An international cricket match, especially a Test match at the Galle International Cricket Stadium without the presence of Jayananda Warnaweera is unthinkable. Since the venue came under the auspices of Sri Lanka Cricket (SLC) in 1997 he has been part and parcel of the Galle Stadium and somewhat become its supremo.
Warnaweera ran that stadium like his own home caring for it like his own family sprucing up the surroundings outside the playing area to make the venue look more attractive and giving it a touch of what Sri Lanka has to offer to international figures who arrive at the venue whether it be the players, officials or spectators.
For Warnaweera the Galle International Stadium was his lifeline. He devoted virtually his entire life to it and for him to prepare a pitch to the satisfaction of the national cricketers was his ultimate objective.
Being a former Sri Lanka Test cricketer he always wanted his country to win and when the great Muthiah Muralitharan was spearheading the country’s bowling the pitches were prepared to suit the home team’s strong point which was spin. Thus it is of no surprise that Galle has the best win percentage amongst Sri Lankan Test venues with 53.84 percent.
Warnaweera was also very supportive of the national players wanting to help them out in every which way he could. His best contribution was ensuring that any retiring cricketer was sent off with a memorable farewell. Muthiah Muralitharan, Mahela Jayawardene and Kumar Sangakkara – all of them got a lifetime send-off from Galle which they would treasure for years.
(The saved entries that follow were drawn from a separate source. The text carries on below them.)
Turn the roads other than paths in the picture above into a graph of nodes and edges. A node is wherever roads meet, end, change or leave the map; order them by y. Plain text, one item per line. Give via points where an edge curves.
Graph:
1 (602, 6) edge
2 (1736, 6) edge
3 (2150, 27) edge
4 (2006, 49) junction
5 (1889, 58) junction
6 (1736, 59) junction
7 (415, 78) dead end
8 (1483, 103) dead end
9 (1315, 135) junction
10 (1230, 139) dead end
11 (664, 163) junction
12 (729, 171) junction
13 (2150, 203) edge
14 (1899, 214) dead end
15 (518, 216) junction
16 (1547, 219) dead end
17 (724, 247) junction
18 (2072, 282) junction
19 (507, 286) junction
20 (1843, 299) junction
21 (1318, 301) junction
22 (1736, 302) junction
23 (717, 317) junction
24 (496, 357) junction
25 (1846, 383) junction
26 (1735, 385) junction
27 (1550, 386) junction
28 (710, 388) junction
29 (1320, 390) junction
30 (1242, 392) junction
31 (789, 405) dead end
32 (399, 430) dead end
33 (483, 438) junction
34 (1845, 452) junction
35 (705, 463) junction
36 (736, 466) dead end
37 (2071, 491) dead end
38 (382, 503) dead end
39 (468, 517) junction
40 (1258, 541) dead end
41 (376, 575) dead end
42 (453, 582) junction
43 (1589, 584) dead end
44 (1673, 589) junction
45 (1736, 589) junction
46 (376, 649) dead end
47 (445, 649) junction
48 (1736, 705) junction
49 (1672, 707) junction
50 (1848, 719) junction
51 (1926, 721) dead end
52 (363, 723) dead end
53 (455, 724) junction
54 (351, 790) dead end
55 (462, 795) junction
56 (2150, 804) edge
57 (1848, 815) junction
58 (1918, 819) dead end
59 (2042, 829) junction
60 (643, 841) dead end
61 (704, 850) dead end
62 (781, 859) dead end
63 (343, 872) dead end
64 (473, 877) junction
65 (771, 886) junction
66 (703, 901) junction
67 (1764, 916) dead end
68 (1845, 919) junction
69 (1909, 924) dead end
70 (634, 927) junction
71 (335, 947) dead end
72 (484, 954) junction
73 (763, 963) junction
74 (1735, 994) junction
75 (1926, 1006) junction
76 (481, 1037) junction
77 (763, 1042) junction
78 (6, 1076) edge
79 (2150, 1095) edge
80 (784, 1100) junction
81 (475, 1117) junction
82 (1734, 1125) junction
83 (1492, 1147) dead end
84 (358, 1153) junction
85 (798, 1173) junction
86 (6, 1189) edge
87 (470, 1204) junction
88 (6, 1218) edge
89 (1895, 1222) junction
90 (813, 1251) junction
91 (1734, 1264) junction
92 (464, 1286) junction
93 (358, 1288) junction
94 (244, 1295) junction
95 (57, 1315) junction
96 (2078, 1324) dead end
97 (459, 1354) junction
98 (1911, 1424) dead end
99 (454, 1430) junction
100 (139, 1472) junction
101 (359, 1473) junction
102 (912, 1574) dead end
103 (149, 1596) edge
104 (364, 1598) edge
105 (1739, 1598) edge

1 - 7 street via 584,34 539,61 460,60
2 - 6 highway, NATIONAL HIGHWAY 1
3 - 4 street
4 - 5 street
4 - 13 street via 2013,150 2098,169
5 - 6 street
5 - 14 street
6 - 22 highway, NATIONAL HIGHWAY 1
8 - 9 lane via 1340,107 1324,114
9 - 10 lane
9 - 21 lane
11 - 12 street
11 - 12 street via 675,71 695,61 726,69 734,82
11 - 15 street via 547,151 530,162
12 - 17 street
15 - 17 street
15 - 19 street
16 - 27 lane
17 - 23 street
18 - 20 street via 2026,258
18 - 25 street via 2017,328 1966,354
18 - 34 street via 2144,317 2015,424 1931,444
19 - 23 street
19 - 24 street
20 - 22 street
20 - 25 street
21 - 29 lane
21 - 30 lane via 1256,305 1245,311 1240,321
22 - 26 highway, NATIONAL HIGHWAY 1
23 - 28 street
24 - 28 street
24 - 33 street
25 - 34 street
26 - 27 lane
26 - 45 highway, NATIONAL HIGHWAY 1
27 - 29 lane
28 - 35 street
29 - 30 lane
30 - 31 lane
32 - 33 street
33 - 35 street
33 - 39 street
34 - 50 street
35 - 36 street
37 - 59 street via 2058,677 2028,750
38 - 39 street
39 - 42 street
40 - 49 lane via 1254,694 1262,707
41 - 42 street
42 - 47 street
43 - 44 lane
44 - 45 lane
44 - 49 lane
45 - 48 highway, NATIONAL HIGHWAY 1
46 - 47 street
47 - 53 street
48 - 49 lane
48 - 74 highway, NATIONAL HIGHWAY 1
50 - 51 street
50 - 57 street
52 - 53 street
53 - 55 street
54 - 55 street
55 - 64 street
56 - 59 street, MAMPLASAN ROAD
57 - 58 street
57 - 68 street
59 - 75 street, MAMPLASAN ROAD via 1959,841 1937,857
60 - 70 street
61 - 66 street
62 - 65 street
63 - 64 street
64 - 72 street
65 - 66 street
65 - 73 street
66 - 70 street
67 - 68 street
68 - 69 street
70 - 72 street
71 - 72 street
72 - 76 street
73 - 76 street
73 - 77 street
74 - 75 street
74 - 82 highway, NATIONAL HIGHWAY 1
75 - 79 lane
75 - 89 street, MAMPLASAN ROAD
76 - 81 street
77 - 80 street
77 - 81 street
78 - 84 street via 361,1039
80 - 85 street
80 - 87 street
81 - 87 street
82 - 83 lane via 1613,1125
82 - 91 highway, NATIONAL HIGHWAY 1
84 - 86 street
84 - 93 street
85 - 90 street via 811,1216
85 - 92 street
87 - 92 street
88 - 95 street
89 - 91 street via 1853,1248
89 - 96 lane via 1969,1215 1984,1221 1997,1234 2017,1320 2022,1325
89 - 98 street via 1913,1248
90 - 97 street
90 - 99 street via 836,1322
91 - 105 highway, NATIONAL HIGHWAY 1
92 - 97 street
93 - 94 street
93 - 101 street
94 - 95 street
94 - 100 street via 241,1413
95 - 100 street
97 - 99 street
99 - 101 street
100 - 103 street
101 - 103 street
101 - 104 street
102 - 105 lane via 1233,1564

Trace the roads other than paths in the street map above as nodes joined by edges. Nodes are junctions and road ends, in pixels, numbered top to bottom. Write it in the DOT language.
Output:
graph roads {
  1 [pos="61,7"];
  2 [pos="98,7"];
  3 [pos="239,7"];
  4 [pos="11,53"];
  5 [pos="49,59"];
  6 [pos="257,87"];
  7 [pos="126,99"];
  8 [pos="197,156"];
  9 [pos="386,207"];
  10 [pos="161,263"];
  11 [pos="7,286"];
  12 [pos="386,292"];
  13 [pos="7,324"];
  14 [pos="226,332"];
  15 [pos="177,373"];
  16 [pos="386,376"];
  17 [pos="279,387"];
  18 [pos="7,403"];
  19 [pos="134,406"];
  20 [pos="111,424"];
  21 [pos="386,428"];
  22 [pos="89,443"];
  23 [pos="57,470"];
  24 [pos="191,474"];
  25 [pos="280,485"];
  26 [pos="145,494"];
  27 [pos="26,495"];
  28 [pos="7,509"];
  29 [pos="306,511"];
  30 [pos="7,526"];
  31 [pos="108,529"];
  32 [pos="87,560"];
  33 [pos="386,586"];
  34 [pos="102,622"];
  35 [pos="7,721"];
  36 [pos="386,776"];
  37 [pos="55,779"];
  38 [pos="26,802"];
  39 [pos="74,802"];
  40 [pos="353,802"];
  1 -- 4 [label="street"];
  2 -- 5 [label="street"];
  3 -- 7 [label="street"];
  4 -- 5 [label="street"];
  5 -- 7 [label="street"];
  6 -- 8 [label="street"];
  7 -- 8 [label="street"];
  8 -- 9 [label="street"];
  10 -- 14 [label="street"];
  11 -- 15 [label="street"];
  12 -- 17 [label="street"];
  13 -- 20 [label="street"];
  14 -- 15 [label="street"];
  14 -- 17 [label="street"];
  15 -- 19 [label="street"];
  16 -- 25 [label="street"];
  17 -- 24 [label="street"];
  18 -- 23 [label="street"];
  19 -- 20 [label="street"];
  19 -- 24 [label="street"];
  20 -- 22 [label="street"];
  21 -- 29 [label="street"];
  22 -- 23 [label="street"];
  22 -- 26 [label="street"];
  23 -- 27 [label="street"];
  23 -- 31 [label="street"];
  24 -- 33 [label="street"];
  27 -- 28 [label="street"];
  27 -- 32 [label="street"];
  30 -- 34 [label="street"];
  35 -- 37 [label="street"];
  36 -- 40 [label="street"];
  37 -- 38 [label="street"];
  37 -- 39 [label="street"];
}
As much as he was dedicated towards his task as curator and secretary of the Southern Province Cricket Association, Warnaweera also had his faults. He was not the darling amongst the several officials who administered Sri Lanka Cricket whether they were elected or appointed. He was not only a law unto himself but the manner in which he sometimes addressed people did not go down well with them and only earned him their wrath, not that he cared.
Today the fantasy world of Warnaweera has fallen apart and he is on the run from the international governing body for cricket – the ICC whom he has infuriated by not appearing before on certain charges of alleged match-fixing connected to Test matches played at Galle where he is the chief curator. He stands accused of passing out vital information on the pitch to interested parties who may have paid him off handsomely.
The ICC we are made to understand have sufficient evidence which they want to investigate and confirm and had in advance informed him that they were travelling to Colombo for the purpose, but despite agreeing to meet them he failed to turn up which may prompt the ICC into taking sterner action. After the ICC attempted to meet him it was reported that he had tended his resignation as a member of the interim committee on personal grounds probably on the interim committee’s advice as his presence as one of its members would have caused embarrassment to SLC. His resignation raised suspicion why he had done so especially with an impending Test match between Sri Lanka and West Indies due to take place at Galle in a few weeks.
Since making himself unavailable to the ICC officials Warnaweera it seems has gone underground severing all contacts so that none is able to reach him. In the circumstances the SLC took a decision to debar him from all cricket activities and went ahead with the ongoing Test against West Indies by appointing one of their own curator’s for preparation of the pitch and ground facilities.
From 2006 Warnaweera’s activities have been in the radar of the ICC Anti-Corruption Unit. As a result in 2009 when they wanted to question him on those grounds he had evaded them which resulted in the ICC telling Sri Lanka Cricket to conduct its own investigation against him. But the administration that was there in place at the time, took no action and he continued to hold positions not only as curator at Galle but also in the SLC Executive committee which irked the ICC.
It is easy to understand why an elected body turns a blind eye on his activities because he controls many votes down South and those votes become vital when it comes to an election for any candidate vying to become the president. An interim committee has no such commitments as they are only appointed and they have no fear of taking such drastic action as the present committee under Sidath Wettimuny has done. This clearly shows the difference between an elected body and an appointed one on how decisions are made.
With the Sports Minister announcing that elections of Sri Lanka Cricket will be held in January it will be interesting to see how the elected body would handle the Warnaweera controversy.
At the moment Warnaweera stands accused of failing to co-operate with ICC officials on an investigation concerning match fixing and under the ICC Anti-Corruption Code it becomes a serious offence for which he could face a suspension for a minimum period of six months unless he shows reasonable cause for failing to attend. If he is found guilty of match fixing he could face a life ban which will result in him terminating all ties he has with cricket especially international cricket in Sri Lanka.